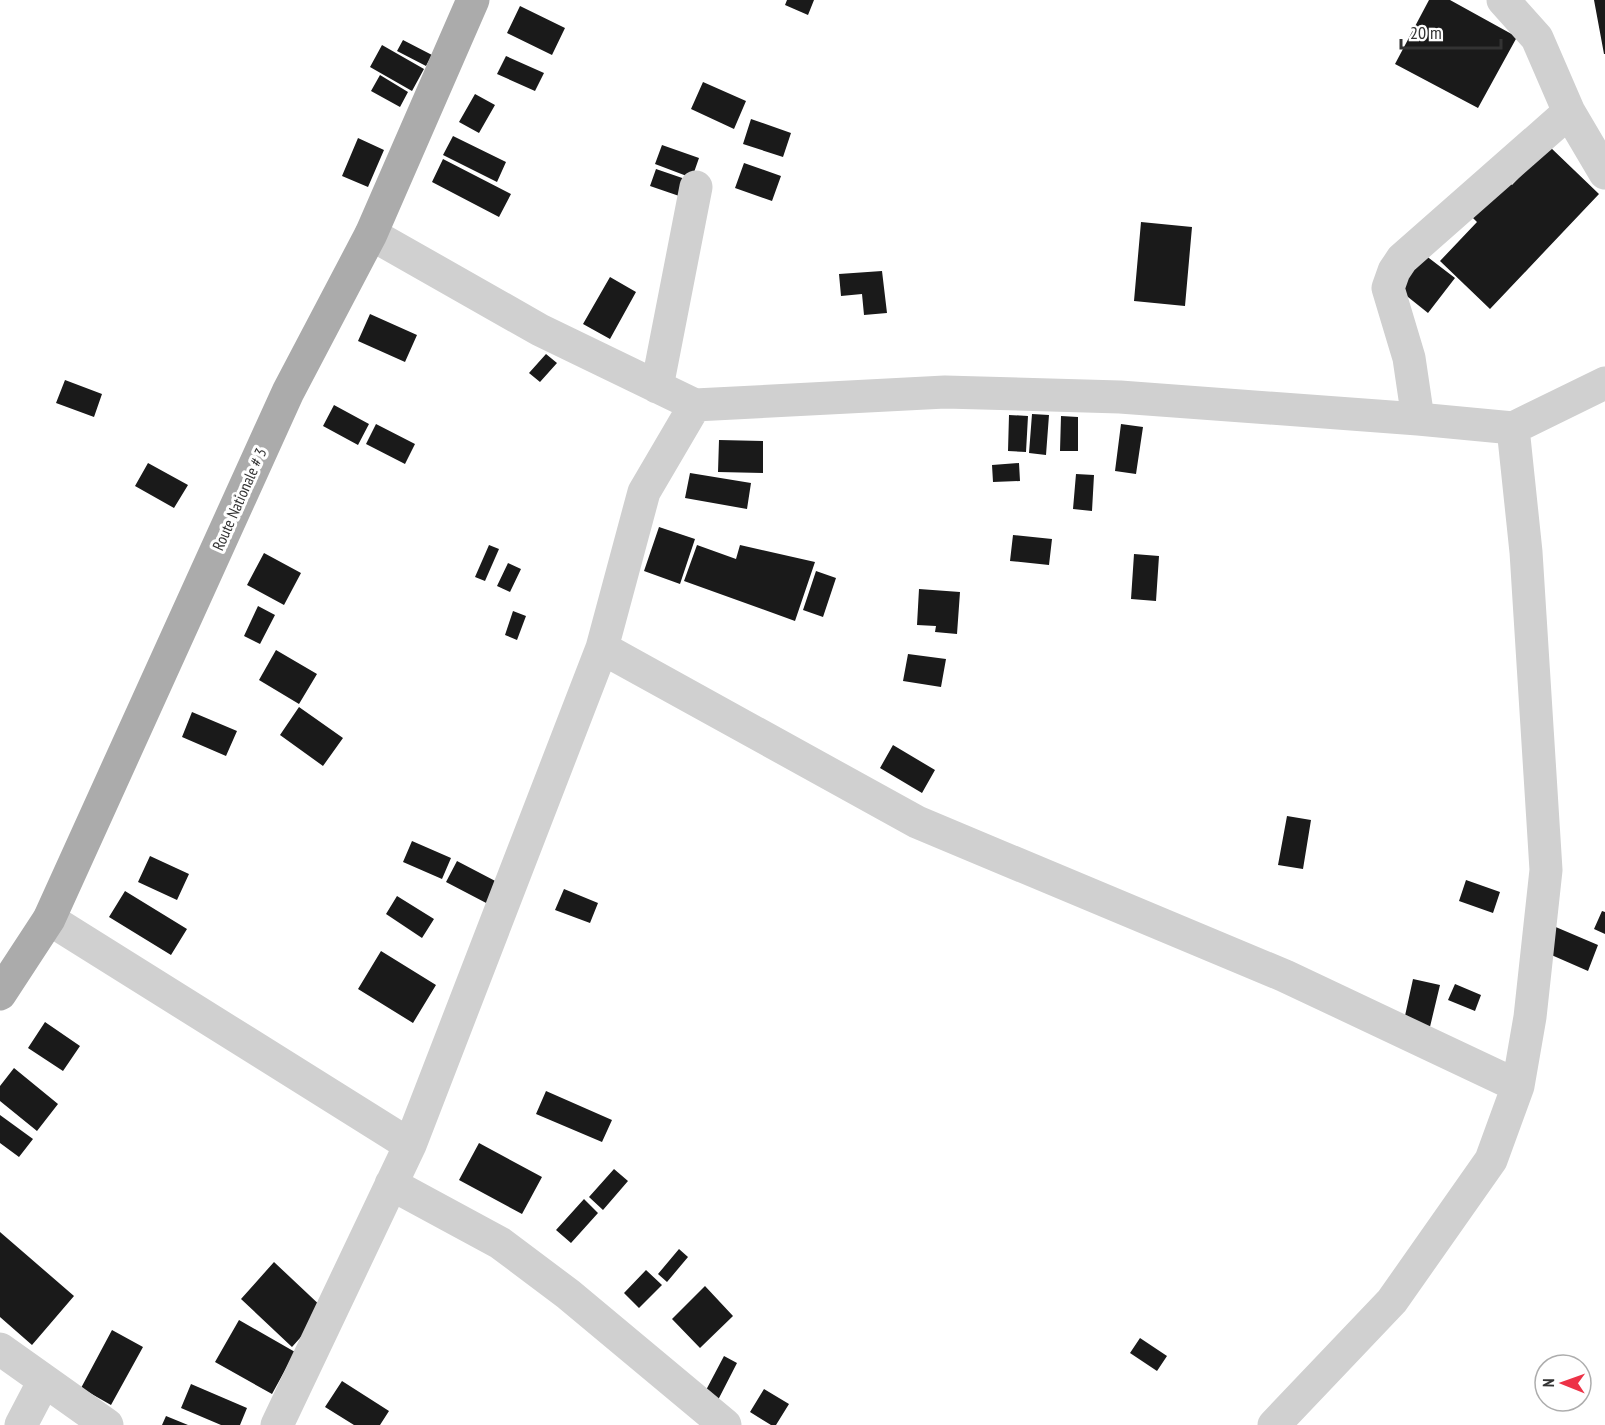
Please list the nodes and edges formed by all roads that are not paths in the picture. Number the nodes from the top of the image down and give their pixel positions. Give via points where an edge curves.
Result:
1 (473, 0) edge
2 (1503, 0) edge
3 (1569, 112) junction
4 (1605, 172) edge
5 (696, 187) dead end
6 (371, 234) junction
7 (1605, 383) edge
8 (657, 387) junction
9 (695, 405) junction
10 (1418, 419) junction
11 (1513, 428) junction
12 (602, 648) junction
13 (49, 919) junction
14 (0, 994) edge
15 (1518, 1086) junction
16 (410, 1144) junction
17 (391, 1184) junction
18 (0, 1349) edge
19 (44, 1381) junction
20 (21, 1425) edge
21 (107, 1425) edge
22 (277, 1425) edge
23 (725, 1425) edge
24 (1274, 1425) edge

1 - 6 main road, Route Nationale # 3
2 - 3 street via 1537,38
3 - 4 street
3 - 10 street via 1402,259 1394,271 1388,288 1409,358
5 - 8 street
6 - 8 street via 540,330
6 - 13 main road, Route Nationale # 3 via 288,392
7 - 11 street
8 - 9 street
9 - 10 street via 945,392 1120,397
9 - 12 street via 644,492
10 - 11 street
11 - 15 street via 1526,552 1546,870 1530,1017
12 - 15 street via 917,822 1285,976
12 - 16 street
13 - 14 main road, Route Nationale # 3
13 - 16 street
15 - 24 street via 1491,1160 1392,1301
16 - 17 street
17 - 22 street
17 - 23 street via 500,1243 568,1294
18 - 19 street
19 - 20 street
19 - 21 street

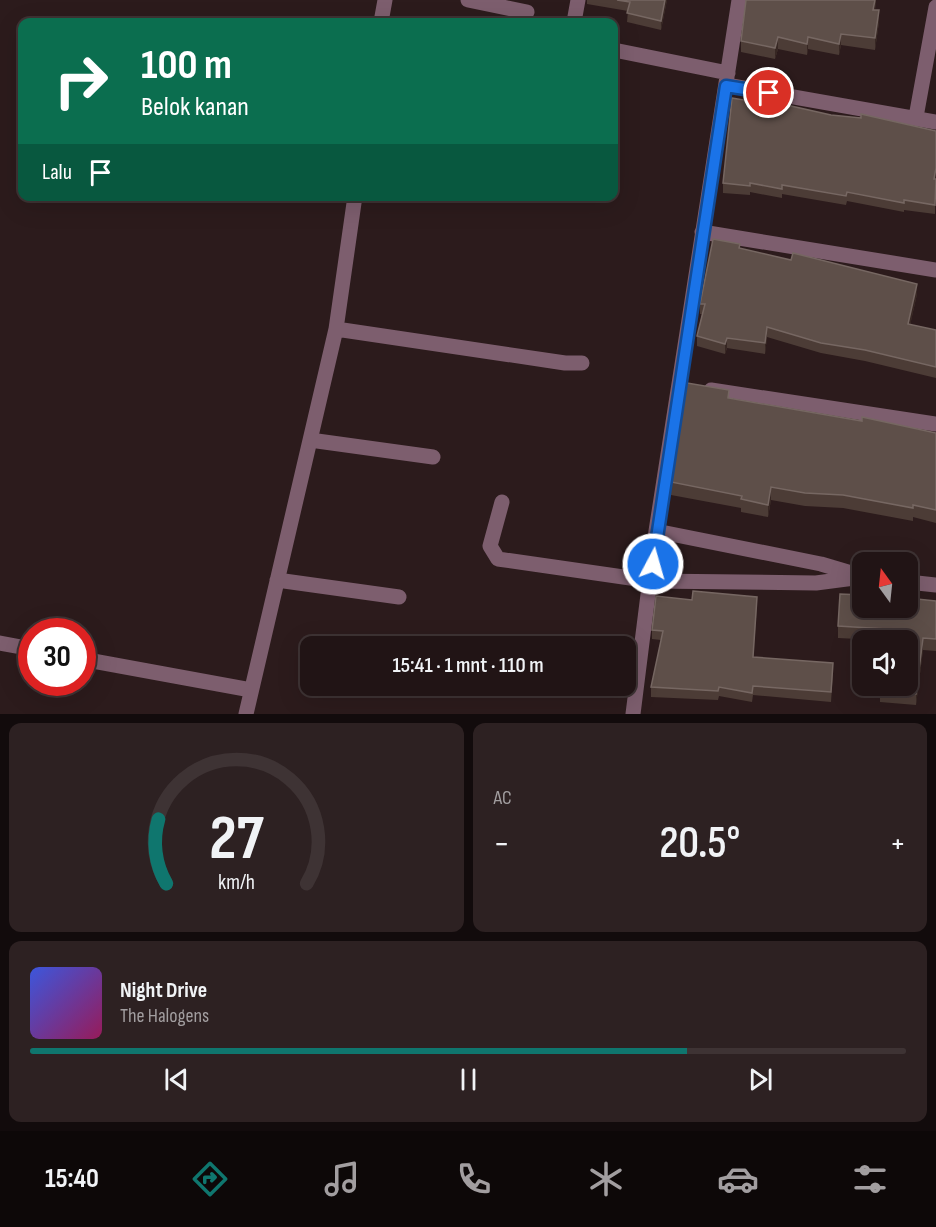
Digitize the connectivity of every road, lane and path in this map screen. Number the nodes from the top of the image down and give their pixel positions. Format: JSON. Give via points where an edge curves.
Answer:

## Exercise objective
Repeat, exactly and only, the lines above from the one containing "Digitize the connectivity" through the end of the material.

## Task output
Digitize the connectivity of every road, lane and path in this map screen. Number the nodes from the top of the image down and give their pixel positions. Format: JSON. Give via points where an edge curves.
Answer:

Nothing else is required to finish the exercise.